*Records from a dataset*
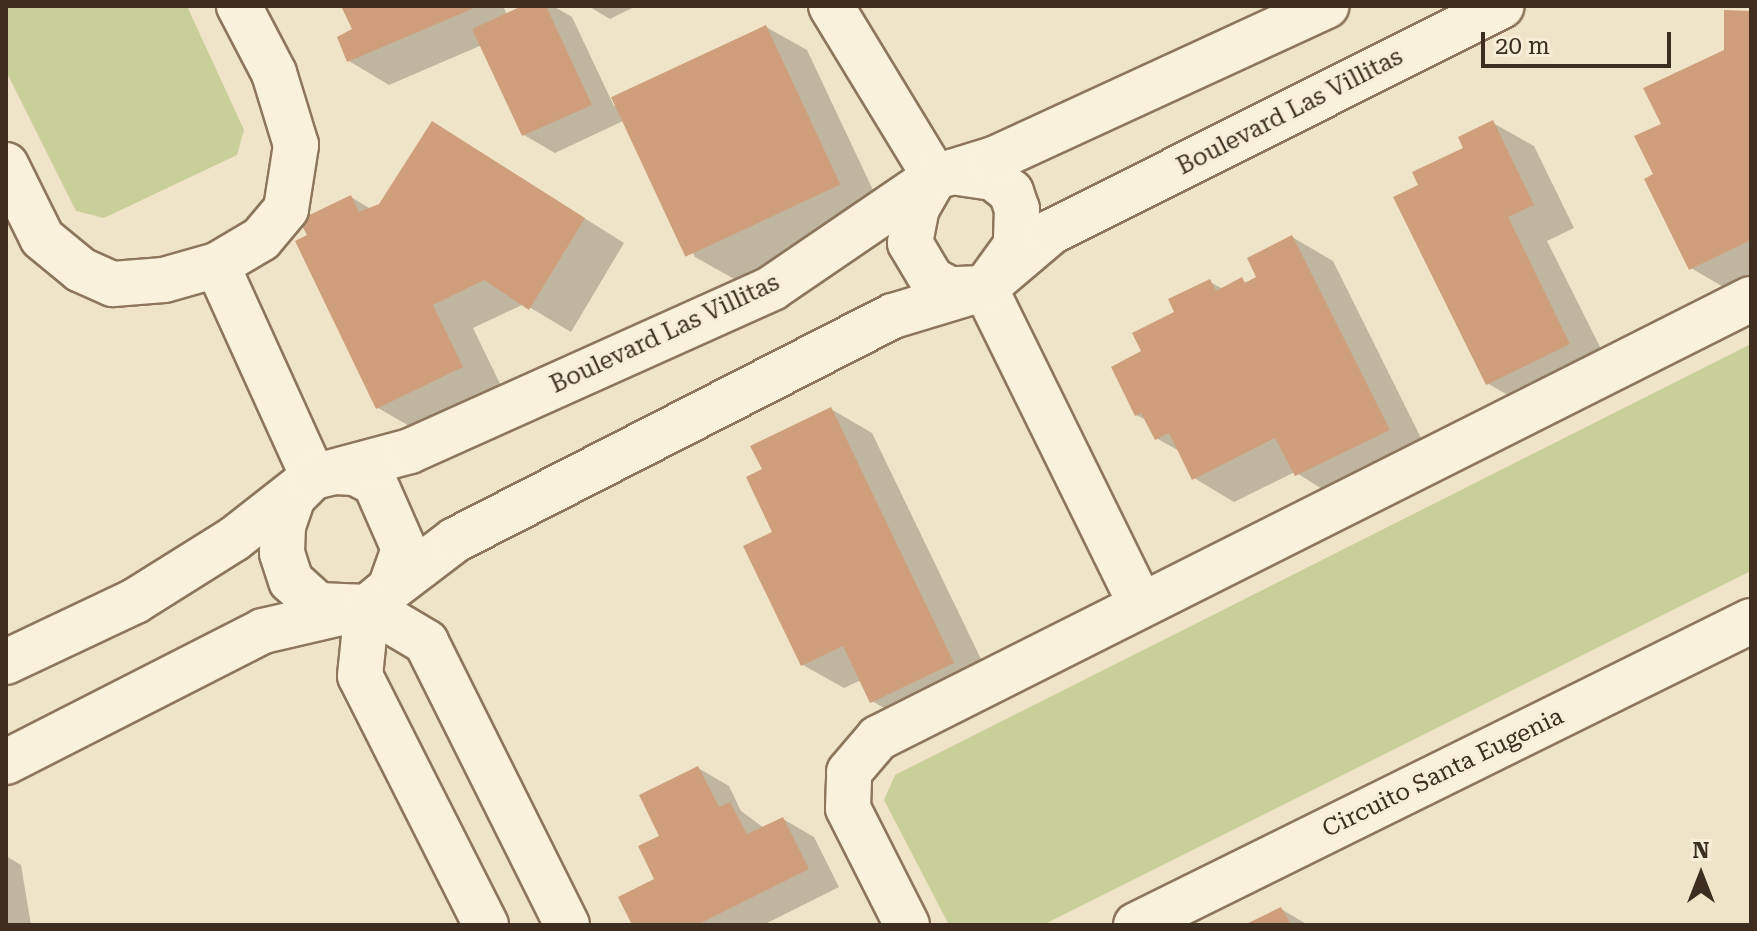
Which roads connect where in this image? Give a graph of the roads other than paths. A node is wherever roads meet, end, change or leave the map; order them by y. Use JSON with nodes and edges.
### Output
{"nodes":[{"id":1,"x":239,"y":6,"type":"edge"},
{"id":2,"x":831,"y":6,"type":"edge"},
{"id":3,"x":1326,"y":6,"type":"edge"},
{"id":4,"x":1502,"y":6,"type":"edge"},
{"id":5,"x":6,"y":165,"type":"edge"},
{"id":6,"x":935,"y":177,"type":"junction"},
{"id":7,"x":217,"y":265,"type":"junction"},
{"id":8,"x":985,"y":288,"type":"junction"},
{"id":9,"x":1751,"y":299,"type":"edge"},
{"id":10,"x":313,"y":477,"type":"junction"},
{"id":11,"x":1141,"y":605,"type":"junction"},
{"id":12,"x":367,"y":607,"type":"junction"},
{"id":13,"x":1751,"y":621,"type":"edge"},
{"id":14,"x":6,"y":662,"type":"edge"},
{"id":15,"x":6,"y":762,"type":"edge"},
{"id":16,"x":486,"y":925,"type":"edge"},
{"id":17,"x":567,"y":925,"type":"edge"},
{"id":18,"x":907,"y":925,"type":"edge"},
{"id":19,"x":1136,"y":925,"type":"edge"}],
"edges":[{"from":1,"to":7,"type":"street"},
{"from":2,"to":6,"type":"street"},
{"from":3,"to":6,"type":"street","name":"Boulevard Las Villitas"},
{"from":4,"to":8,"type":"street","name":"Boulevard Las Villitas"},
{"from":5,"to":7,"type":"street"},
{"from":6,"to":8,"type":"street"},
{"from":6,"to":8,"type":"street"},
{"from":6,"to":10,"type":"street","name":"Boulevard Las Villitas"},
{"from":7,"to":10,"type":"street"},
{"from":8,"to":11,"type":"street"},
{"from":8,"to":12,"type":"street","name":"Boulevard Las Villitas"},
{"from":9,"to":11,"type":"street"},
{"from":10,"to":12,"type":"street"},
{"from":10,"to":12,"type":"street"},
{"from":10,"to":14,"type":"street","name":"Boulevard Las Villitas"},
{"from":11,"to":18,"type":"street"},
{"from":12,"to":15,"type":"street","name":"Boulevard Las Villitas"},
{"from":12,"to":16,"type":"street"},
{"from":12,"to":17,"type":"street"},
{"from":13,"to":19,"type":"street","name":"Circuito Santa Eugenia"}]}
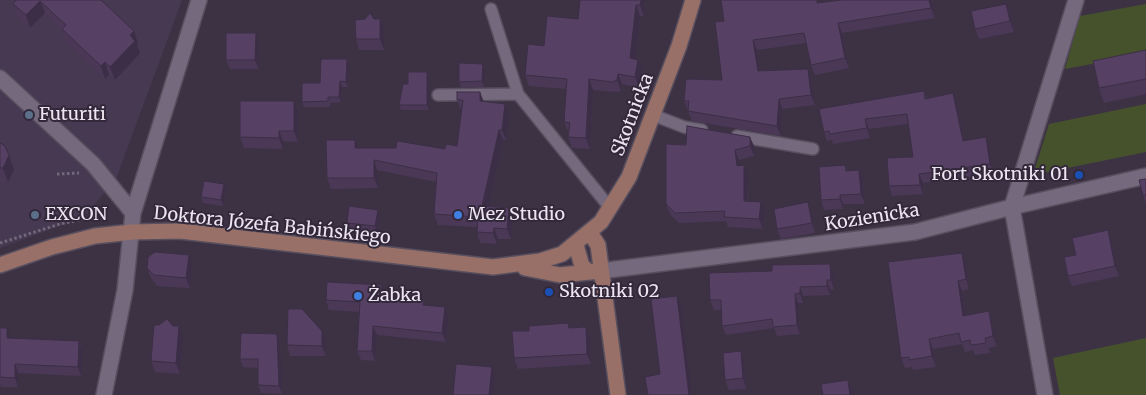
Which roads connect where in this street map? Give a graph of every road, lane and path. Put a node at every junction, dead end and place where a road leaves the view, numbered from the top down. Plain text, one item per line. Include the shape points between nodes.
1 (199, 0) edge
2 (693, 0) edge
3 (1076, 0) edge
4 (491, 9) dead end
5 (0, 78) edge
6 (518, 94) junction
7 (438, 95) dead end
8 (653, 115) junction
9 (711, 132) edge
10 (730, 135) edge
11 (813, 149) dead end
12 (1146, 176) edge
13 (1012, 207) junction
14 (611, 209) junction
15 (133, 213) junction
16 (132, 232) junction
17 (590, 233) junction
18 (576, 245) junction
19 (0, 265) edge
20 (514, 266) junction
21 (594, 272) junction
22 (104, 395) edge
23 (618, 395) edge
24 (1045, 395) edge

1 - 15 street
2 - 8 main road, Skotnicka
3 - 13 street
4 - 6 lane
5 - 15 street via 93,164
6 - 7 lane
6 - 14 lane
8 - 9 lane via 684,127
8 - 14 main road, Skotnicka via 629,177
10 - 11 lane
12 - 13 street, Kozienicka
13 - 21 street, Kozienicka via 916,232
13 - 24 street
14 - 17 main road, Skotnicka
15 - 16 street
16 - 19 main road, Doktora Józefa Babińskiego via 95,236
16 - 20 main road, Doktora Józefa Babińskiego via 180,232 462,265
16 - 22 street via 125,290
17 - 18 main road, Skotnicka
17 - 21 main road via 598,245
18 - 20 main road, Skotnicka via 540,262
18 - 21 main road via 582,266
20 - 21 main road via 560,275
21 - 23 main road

*What is expected*
Could you write out all the records exactly, without the pictures?

*Solution to this problem*
Which roads connect where in this image? Give a graph of the roads other than paths. A node is wherever roads meet, end, change or leave the map; order them by y. Use JSON with nodes and edges.
### Output
{"nodes":[{"id":1,"x":239,"y":6,"type":"edge"},
{"id":2,"x":831,"y":6,"type":"edge"},
{"id":3,"x":1326,"y":6,"type":"edge"},
{"id":4,"x":1502,"y":6,"type":"edge"},
{"id":5,"x":6,"y":165,"type":"edge"},
{"id":6,"x":935,"y":177,"type":"junction"},
{"id":7,"x":217,"y":265,"type":"junction"},
{"id":8,"x":985,"y":288,"type":"junction"},
{"id":9,"x":1751,"y":299,"type":"edge"},
{"id":10,"x":313,"y":477,"type":"junction"},
{"id":11,"x":1141,"y":605,"type":"junction"},
{"id":12,"x":367,"y":607,"type":"junction"},
{"id":13,"x":1751,"y":621,"type":"edge"},
{"id":14,"x":6,"y":662,"type":"edge"},
{"id":15,"x":6,"y":762,"type":"edge"},
{"id":16,"x":486,"y":925,"type":"edge"},
{"id":17,"x":567,"y":925,"type":"edge"},
{"id":18,"x":907,"y":925,"type":"edge"},
{"id":19,"x":1136,"y":925,"type":"edge"}],
"edges":[{"from":1,"to":7,"type":"street"},
{"from":2,"to":6,"type":"street"},
{"from":3,"to":6,"type":"street","name":"Boulevard Las Villitas"},
{"from":4,"to":8,"type":"street","name":"Boulevard Las Villitas"},
{"from":5,"to":7,"type":"street"},
{"from":6,"to":8,"type":"street"},
{"from":6,"to":8,"type":"street"},
{"from":6,"to":10,"type":"street","name":"Boulevard Las Villitas"},
{"from":7,"to":10,"type":"street"},
{"from":8,"to":11,"type":"street"},
{"from":8,"to":12,"type":"street","name":"Boulevard Las Villitas"},
{"from":9,"to":11,"type":"street"},
{"from":10,"to":12,"type":"street"},
{"from":10,"to":12,"type":"street"},
{"from":10,"to":14,"type":"street","name":"Boulevard Las Villitas"},
{"from":11,"to":18,"type":"street"},
{"from":12,"to":15,"type":"street","name":"Boulevard Las Villitas"},
{"from":12,"to":16,"type":"street"},
{"from":12,"to":17,"type":"street"},
{"from":13,"to":19,"type":"street","name":"Circuito Santa Eugenia"}]}
Which roads connect where in this street map? Give a graph of every road, lane and path. Put a node at every junction, dead end and place where a road leaves the view, numbered from the top down. Plain text, one item per line. Include the shape points between nodes.
1 (199, 0) edge
2 (693, 0) edge
3 (1076, 0) edge
4 (491, 9) dead end
5 (0, 78) edge
6 (518, 94) junction
7 (438, 95) dead end
8 (653, 115) junction
9 (711, 132) edge
10 (730, 135) edge
11 (813, 149) dead end
12 (1146, 176) edge
13 (1012, 207) junction
14 (611, 209) junction
15 (133, 213) junction
16 (132, 232) junction
17 (590, 233) junction
18 (576, 245) junction
19 (0, 265) edge
20 (514, 266) junction
21 (594, 272) junction
22 (104, 395) edge
23 (618, 395) edge
24 (1045, 395) edge

1 - 15 street
2 - 8 main road, Skotnicka
3 - 13 street
4 - 6 lane
5 - 15 street via 93,164
6 - 7 lane
6 - 14 lane
8 - 9 lane via 684,127
8 - 14 main road, Skotnicka via 629,177
10 - 11 lane
12 - 13 street, Kozienicka
13 - 21 street, Kozienicka via 916,232
13 - 24 street
14 - 17 main road, Skotnicka
15 - 16 street
16 - 19 main road, Doktora Józefa Babińskiego via 95,236
16 - 20 main road, Doktora Józefa Babińskiego via 180,232 462,265
16 - 22 street via 125,290
17 - 18 main road, Skotnicka
17 - 21 main road via 598,245
18 - 20 main road, Skotnicka via 540,262
18 - 21 main road via 582,266
20 - 21 main road via 560,275
21 - 23 main road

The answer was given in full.